What the Doctor didn't order

27 March 2019

Surgery to correct stick-out ears and other ear deformities is the bread and butter of many a surgeon, but failure rates for this type of surgery are relatively high. Said to be the most common paediatric plastic surgery procedure, pinnaplasty (AKA otoplasty) for adult patients is big-business too, and because of the number of cases that go wrong these days, the correction of some of these “ear corrections” is one of the specialties of my own practice. So it will surprise many medical and non-medical folks that most common outer ear surgeries have been avoidable for a generation, using a simple ear splinting device called EarBuddies.

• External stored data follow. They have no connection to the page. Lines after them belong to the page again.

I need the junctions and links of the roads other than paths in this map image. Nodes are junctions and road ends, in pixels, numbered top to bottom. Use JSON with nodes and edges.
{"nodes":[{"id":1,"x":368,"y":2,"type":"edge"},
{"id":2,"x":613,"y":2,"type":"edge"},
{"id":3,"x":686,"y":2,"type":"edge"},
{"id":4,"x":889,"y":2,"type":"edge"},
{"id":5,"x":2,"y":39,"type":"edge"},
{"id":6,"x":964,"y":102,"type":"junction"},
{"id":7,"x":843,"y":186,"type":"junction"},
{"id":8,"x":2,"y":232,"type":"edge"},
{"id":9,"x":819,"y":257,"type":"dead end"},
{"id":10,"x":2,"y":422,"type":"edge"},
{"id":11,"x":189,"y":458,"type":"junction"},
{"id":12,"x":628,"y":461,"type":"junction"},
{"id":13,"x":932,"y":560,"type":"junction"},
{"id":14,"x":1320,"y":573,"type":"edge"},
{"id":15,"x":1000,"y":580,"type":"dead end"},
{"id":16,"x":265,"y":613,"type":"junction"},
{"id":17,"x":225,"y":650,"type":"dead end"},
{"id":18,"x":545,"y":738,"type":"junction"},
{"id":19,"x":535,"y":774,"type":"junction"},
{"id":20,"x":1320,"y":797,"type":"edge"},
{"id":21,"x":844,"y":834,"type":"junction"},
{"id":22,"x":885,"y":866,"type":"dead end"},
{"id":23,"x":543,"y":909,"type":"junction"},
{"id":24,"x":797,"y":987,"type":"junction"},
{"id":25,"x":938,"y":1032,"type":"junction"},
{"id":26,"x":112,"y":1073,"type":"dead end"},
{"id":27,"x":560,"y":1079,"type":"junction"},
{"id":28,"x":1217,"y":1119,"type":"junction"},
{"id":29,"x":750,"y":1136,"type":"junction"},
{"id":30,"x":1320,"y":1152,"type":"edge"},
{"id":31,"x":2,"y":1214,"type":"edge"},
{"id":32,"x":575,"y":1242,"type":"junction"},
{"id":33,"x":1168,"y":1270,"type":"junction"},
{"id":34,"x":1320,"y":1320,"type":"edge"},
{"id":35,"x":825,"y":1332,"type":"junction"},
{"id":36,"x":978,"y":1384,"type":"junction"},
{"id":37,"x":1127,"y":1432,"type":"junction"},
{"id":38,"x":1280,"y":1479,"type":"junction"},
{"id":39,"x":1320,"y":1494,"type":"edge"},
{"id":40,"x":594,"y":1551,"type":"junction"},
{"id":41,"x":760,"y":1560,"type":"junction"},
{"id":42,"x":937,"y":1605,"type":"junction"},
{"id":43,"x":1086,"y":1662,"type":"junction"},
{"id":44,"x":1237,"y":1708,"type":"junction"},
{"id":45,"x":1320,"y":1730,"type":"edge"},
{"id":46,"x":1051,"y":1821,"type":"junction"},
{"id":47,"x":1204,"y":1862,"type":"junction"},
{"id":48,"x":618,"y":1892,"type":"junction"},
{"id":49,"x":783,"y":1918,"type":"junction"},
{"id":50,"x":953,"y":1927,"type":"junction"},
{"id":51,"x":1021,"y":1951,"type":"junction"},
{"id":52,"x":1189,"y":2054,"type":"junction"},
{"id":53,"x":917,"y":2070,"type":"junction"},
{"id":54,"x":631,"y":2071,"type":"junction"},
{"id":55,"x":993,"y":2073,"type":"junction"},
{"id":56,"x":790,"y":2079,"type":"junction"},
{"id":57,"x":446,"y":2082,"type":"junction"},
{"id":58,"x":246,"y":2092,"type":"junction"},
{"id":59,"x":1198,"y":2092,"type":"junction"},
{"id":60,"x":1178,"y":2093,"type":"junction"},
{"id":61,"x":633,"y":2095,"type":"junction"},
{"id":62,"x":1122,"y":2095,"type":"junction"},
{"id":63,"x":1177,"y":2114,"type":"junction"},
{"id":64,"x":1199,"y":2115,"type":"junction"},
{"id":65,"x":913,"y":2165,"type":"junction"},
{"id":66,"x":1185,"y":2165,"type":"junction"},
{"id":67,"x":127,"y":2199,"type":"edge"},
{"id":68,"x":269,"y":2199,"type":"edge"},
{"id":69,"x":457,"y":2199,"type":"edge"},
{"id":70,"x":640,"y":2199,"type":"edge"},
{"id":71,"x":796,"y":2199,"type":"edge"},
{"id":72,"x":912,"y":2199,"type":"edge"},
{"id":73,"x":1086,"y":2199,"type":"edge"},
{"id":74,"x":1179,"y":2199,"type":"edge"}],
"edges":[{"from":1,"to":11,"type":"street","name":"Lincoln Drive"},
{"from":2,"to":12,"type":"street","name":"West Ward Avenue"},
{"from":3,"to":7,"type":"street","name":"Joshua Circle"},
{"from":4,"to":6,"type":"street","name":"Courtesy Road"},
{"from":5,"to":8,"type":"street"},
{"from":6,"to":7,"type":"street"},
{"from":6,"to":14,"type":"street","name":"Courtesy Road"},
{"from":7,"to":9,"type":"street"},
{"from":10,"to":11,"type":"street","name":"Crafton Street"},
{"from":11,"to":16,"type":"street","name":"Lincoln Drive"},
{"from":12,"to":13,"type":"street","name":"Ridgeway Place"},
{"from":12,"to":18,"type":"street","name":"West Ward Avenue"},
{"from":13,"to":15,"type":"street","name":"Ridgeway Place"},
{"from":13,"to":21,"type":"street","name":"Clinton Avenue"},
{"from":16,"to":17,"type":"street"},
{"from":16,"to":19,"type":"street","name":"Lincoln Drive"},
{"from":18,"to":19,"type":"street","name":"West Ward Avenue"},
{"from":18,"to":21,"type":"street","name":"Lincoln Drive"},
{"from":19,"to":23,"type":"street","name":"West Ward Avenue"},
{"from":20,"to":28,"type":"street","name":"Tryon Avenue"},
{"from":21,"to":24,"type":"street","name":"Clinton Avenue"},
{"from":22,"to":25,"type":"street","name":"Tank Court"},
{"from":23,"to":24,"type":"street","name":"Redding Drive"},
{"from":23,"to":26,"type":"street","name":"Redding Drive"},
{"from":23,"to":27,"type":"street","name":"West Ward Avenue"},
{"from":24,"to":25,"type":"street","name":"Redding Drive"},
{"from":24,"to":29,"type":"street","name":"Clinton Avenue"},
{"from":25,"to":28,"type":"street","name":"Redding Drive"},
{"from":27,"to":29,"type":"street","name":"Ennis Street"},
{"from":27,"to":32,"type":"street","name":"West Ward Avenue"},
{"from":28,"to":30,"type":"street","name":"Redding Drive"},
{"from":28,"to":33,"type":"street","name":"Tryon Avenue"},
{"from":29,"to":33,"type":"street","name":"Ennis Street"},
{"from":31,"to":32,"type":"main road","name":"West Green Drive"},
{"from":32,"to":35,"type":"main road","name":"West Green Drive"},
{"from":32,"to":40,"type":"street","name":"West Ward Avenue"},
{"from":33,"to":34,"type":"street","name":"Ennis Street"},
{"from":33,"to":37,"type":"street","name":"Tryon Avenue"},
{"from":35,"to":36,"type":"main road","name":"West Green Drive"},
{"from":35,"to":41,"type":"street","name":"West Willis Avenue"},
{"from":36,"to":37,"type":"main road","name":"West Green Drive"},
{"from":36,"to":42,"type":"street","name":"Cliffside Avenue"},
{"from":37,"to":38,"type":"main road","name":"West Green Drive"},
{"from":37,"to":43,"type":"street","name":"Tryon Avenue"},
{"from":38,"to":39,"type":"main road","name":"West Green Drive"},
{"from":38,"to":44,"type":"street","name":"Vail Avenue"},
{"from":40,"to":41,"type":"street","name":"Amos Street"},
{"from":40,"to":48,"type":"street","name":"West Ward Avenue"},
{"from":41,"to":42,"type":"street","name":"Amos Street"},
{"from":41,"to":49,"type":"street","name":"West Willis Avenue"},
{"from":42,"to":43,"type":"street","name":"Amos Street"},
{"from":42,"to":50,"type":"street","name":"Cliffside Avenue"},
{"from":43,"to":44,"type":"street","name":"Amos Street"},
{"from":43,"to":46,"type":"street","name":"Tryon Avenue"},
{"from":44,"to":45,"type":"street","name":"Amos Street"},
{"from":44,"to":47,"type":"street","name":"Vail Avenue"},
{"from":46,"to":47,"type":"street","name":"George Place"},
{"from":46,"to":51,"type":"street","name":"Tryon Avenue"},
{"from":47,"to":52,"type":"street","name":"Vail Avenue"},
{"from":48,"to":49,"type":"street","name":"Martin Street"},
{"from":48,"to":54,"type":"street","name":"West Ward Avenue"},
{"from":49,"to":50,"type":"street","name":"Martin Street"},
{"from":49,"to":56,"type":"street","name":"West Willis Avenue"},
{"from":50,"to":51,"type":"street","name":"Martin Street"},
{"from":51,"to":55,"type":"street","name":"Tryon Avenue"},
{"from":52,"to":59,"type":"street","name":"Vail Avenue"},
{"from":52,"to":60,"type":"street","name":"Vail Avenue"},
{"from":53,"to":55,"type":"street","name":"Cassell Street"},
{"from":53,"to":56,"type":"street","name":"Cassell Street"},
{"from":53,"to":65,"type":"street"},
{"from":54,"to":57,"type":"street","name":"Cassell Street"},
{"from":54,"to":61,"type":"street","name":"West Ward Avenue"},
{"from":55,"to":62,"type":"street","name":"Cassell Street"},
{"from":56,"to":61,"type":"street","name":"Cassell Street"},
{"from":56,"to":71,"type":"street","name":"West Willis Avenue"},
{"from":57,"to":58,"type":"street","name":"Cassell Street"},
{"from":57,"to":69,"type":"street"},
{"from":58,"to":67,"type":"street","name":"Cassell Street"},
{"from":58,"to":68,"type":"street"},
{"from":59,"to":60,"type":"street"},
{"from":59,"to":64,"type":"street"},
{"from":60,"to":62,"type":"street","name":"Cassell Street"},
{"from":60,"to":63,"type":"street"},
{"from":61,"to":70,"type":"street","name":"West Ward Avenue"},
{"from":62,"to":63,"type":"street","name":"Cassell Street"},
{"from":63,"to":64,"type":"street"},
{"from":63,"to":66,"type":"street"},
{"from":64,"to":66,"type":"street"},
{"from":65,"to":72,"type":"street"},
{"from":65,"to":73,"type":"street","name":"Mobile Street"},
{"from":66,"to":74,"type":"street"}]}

I developed the device for my first son almost thirty years ago, and the product has been available worldwide for more than 25 years, both to parents direct, through the NHS, and a number of eminent children’s hospitals worldwide. If Early Ear Correction is properly adopted, pinnaplasty should rightly become a rarity.

Many plastic surgeons, me included, make a good living out of altering appearance towards the “norm”. Certainly, some traditional Eastern values set great store by ears that stick out, on the grounds that they “catch” good luck.  All over the world, it seems that the norm for lips, breasts, and bottoms has increased, quite literally, hugely, although I cannot foresee a time when ears which stick out, or are simply big, will become a Western wish.  So can we stamp out ear teasing? Or the teasing that goes with any physical difference such as a big nose or a birthmark, for that matter. What even I see, as a social media dinosaur, currently doesn’t inspire much hope. I don’t have many answers, but I do know that, far too often, parents are wrongly reassured by health professionals that their newborn baby's ear deformity will fix itself or that a child will “grow into their ears”. Or sometimes that they should just be grateful that their little bundle has all the necessary parts.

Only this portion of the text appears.